Expectations heading into this week showed projections of about 50,000 new jobs being created in the United States in February. As it turns out, according to the new report from the Bureau of Labor Statistics, the totals fell far short of those expectations. CNBC reported:
Nonfarm payrolls fell by 92,000 for the month, compared to the estimate for 50,000 and below the downwardly revised January total of 126,000. February marked the third time in the past five months that payrolls declined, following a sharp revision showing a drop of 17,000 in December.
At the same time, the unemployment rate edged higher to 4.4% as jobs declined across key areas.
There is no good news here. In fact, during Joe Biden’s four years in the White House, there wasn’t a single month in which the U.S. economy actually lost jobs. It’s become far more common lately: The economy not only shed jobs in February, it also lost jobs in two of the last three months, three of the last five months and five of the last nine months.

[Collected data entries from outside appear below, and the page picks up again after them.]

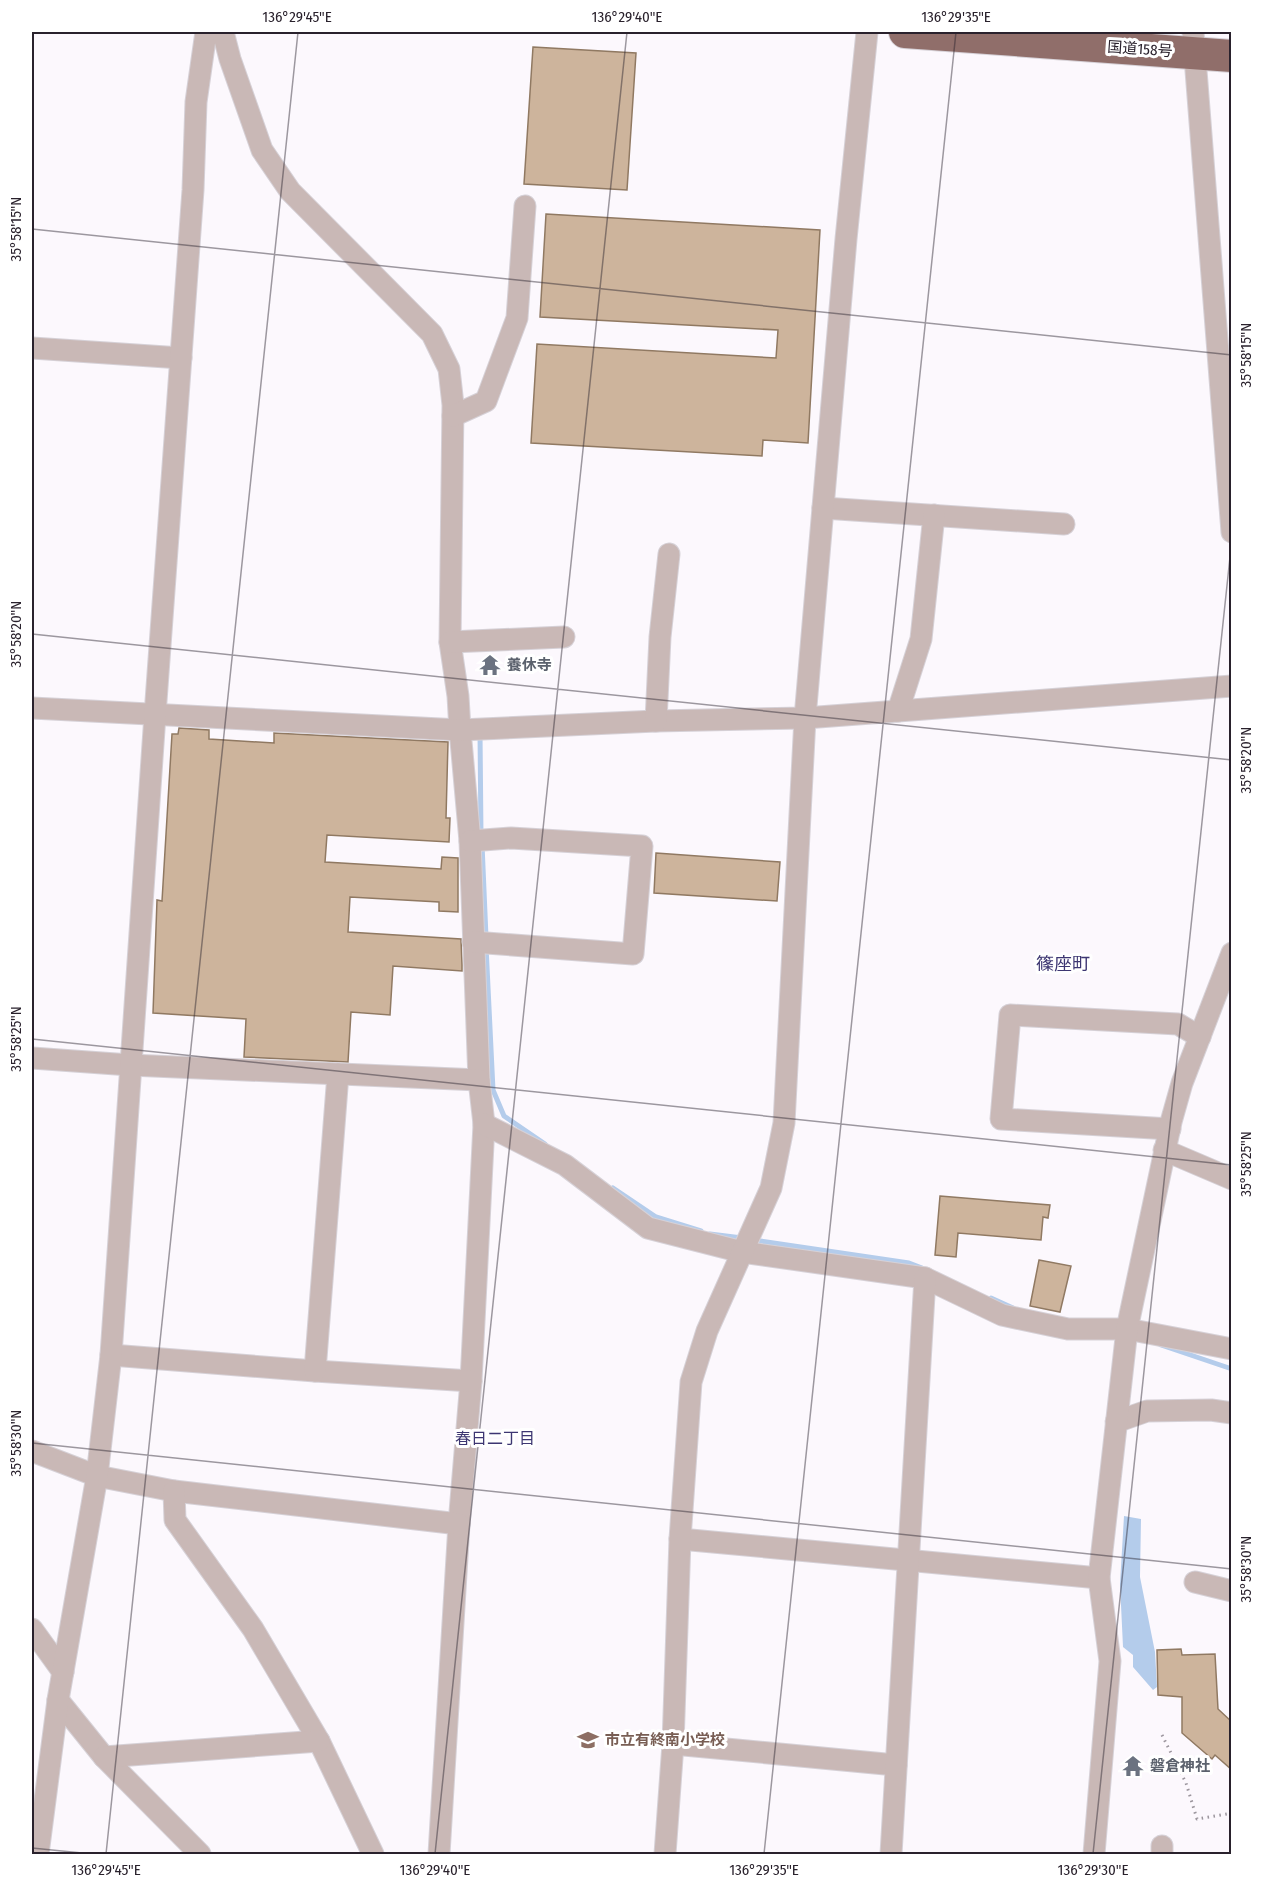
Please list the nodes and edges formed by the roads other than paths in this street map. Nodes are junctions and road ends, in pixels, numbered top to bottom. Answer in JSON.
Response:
{"nodes":[{"id":1,"x":206,"y":32,"type":"edge"},
{"id":2,"x":223,"y":32,"type":"edge"},
{"id":3,"x":867,"y":32,"type":"edge"},
{"id":4,"x":906,"y":32,"type":"edge"},
{"id":5,"x":1194,"y":42,"type":"edge"},
{"id":6,"x":1232,"y":56,"type":"edge"},
{"id":7,"x":525,"y":206,"type":"dead end"},
{"id":8,"x":32,"y":348,"type":"edge"},
{"id":9,"x":181,"y":358,"type":"junction"},
{"id":10,"x":453,"y":416,"type":"junction"},
{"id":11,"x":823,"y":508,"type":"junction"},
{"id":12,"x":934,"y":515,"type":"junction"},
{"id":13,"x":1064,"y":524,"type":"dead end"},
{"id":14,"x":1232,"y":532,"type":"edge"},
{"id":15,"x":669,"y":554,"type":"dead end"},
{"id":16,"x":564,"y":637,"type":"dead end"},
{"id":17,"x":450,"y":642,"type":"junction"},
{"id":18,"x":1232,"y":686,"type":"edge"},
{"id":19,"x":32,"y":708,"type":"edge"},
{"id":20,"x":898,"y":711,"type":"junction"},
{"id":21,"x":155,"y":715,"type":"junction"},
{"id":22,"x":805,"y":718,"type":"junction"},
{"id":23,"x":656,"y":721,"type":"junction"},
{"id":24,"x":459,"y":730,"type":"junction"},
{"id":25,"x":470,"y":841,"type":"junction"},
{"id":26,"x":474,"y":942,"type":"junction"},
{"id":27,"x":1232,"y":953,"type":"edge"},
{"id":28,"x":1225,"y":991,"type":"edge"},
{"id":29,"x":1200,"y":1037,"type":"junction"},
{"id":30,"x":32,"y":1058,"type":"edge"},
{"id":31,"x":130,"y":1065,"type":"junction"},
{"id":32,"x":338,"y":1074,"type":"junction"},
{"id":33,"x":479,"y":1080,"type":"junction"},
{"id":34,"x":484,"y":1125,"type":"junction"},
{"id":35,"x":1170,"y":1129,"type":"junction"},
{"id":36,"x":1164,"y":1150,"type":"junction"},
{"id":37,"x":1232,"y":1179,"type":"edge"},
{"id":38,"x":742,"y":1252,"type":"junction"},
{"id":39,"x":925,"y":1278,"type":"junction"},
{"id":40,"x":1127,"y":1329,"type":"junction"},
{"id":41,"x":1232,"y":1349,"type":"edge"},
{"id":42,"x":111,"y":1355,"type":"junction"},
{"id":43,"x":315,"y":1371,"type":"junction"},
{"id":44,"x":471,"y":1381,"type":"junction"},
{"id":45,"x":1232,"y":1413,"type":"edge"},
{"id":46,"x":1116,"y":1422,"type":"junction"},
{"id":47,"x":32,"y":1451,"type":"edge"},
{"id":48,"x":97,"y":1476,"type":"junction"},
{"id":49,"x":174,"y":1491,"type":"junction"},
{"id":50,"x":459,"y":1524,"type":"junction"},
{"id":51,"x":680,"y":1539,"type":"junction"},
{"id":52,"x":909,"y":1560,"type":"junction"},
{"id":53,"x":1099,"y":1578,"type":"junction"},
{"id":54,"x":1195,"y":1582,"type":"dead end"},
{"id":55,"x":1232,"y":1591,"type":"edge"},
{"id":56,"x":33,"y":1633,"type":"edge"},
{"id":57,"x":63,"y":1672,"type":"junction"},
{"id":58,"x":58,"y":1700,"type":"junction"},
{"id":59,"x":319,"y":1741,"type":"junction"},
{"id":60,"x":673,"y":1744,"type":"junction"},
{"id":61,"x":104,"y":1757,"type":"junction"},
{"id":62,"x":40,"y":1763,"type":"edge"},
{"id":63,"x":896,"y":1765,"type":"junction"},
{"id":64,"x":38,"y":1854,"type":"edge"},
{"id":65,"x":200,"y":1854,"type":"edge"},
{"id":66,"x":373,"y":1854,"type":"edge"},
{"id":67,"x":439,"y":1854,"type":"edge"},
{"id":68,"x":665,"y":1854,"type":"edge"},
{"id":69,"x":891,"y":1854,"type":"edge"},
{"id":70,"x":1094,"y":1854,"type":"edge"}],
"edges":[{"from":1,"to":9,"type":"street"},
{"from":2,"to":10,"type":"street"},
{"from":3,"to":11,"type":"street"},
{"from":4,"to":5,"type":"highway","name":"国道158号"},
{"from":5,"to":6,"type":"highway","name":"国道158号"},
{"from":5,"to":14,"type":"street"},
{"from":7,"to":10,"type":"street"},
{"from":8,"to":9,"type":"street"},
{"from":9,"to":21,"type":"street"},
{"from":10,"to":17,"type":"street"},
{"from":11,"to":12,"type":"street"},
{"from":11,"to":22,"type":"street"},
{"from":12,"to":13,"type":"street"},
{"from":12,"to":20,"type":"street"},
{"from":15,"to":23,"type":"street"},
{"from":16,"to":17,"type":"street"},
{"from":17,"to":24,"type":"street"},
{"from":18,"to":20,"type":"street"},
{"from":19,"to":21,"type":"street"},
{"from":20,"to":22,"type":"street"},
{"from":21,"to":24,"type":"street"},
{"from":21,"to":31,"type":"street"},
{"from":22,"to":23,"type":"street"},
{"from":22,"to":38,"type":"street"},
{"from":23,"to":24,"type":"street"},
{"from":24,"to":25,"type":"street"},
{"from":25,"to":26,"type":"street"},
{"from":25,"to":26,"type":"street"},
{"from":26,"to":33,"type":"street"},
{"from":27,"to":28,"type":"street"},
{"from":28,"to":29,"type":"street"},
{"from":29,"to":35,"type":"street"},
{"from":29,"to":35,"type":"street"},
{"from":30,"to":31,"type":"street"},
{"from":31,"to":32,"type":"street"},
{"from":31,"to":42,"type":"street"},
{"from":32,"to":33,"type":"street"},
{"from":32,"to":43,"type":"street"},
{"from":33,"to":34,"type":"street"},
{"from":34,"to":38,"type":"street"},
{"from":34,"to":44,"type":"street"},
{"from":35,"to":36,"type":"street"},
{"from":36,"to":37,"type":"street"},
{"from":36,"to":40,"type":"street"},
{"from":38,"to":39,"type":"street"},
{"from":38,"to":51,"type":"street"},
{"from":39,"to":40,"type":"street"},
{"from":39,"to":52,"type":"street"},
{"from":40,"to":41,"type":"street"},
{"from":40,"to":46,"type":"street"},
{"from":42,"to":43,"type":"street"},
{"from":42,"to":48,"type":"street"},
{"from":43,"to":44,"type":"street"},
{"from":44,"to":50,"type":"street"},
{"from":45,"to":46,"type":"street"},
{"from":46,"to":53,"type":"street"},
{"from":47,"to":48,"type":"street"},
{"from":48,"to":49,"type":"street"},
{"from":48,"to":57,"type":"street"},
{"from":49,"to":50,"type":"street"},
{"from":49,"to":59,"type":"street"},
{"from":50,"to":67,"type":"street"},
{"from":51,"to":52,"type":"street"},
{"from":51,"to":60,"type":"street"},
{"from":52,"to":53,"type":"street"},
{"from":52,"to":63,"type":"street"},
{"from":53,"to":70,"type":"street"},
{"from":54,"to":55,"type":"street"},
{"from":56,"to":57,"type":"street"},
{"from":57,"to":58,"type":"street"},
{"from":58,"to":61,"type":"street"},
{"from":58,"to":62,"type":"street"},
{"from":59,"to":61,"type":"street"},
{"from":59,"to":66,"type":"street"},
{"from":60,"to":63,"type":"street"},
{"from":60,"to":68,"type":"street"},
{"from":61,"to":65,"type":"street"},
{"from":62,"to":64,"type":"street"},
{"from":63,"to":69,"type":"street"}]}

All told, Donald Trump has been in the White House for 14 months, and during that time the cumulative total is 150,000 jobs. Over the 14 months preceding the Republican president’s return to power, the American economy added 1.74 million jobs.
That’s a stunning reversal, which the Republican administration has made no credible effort to explain or justify.
On the contrary, Trump publicly insists on a near-daily basis that the U.S. currently has the single greatest economy in the nation’s history. The latest employment report clearly proves otherwise.
To contextualize the data, I put together this chart to show month-to-month totals since the 2020 election. The blue columns point to Biden’s presidency, while the red columns point to Trump’s.

It remains to be seen whether the president responds to the developments by firing the head of the Bureau of Labor Statistics (again).
The question for the White House remains simple: If Trump has created the greatest economy in history, why has American job growth slowed to its lowest pace since the Great Recession?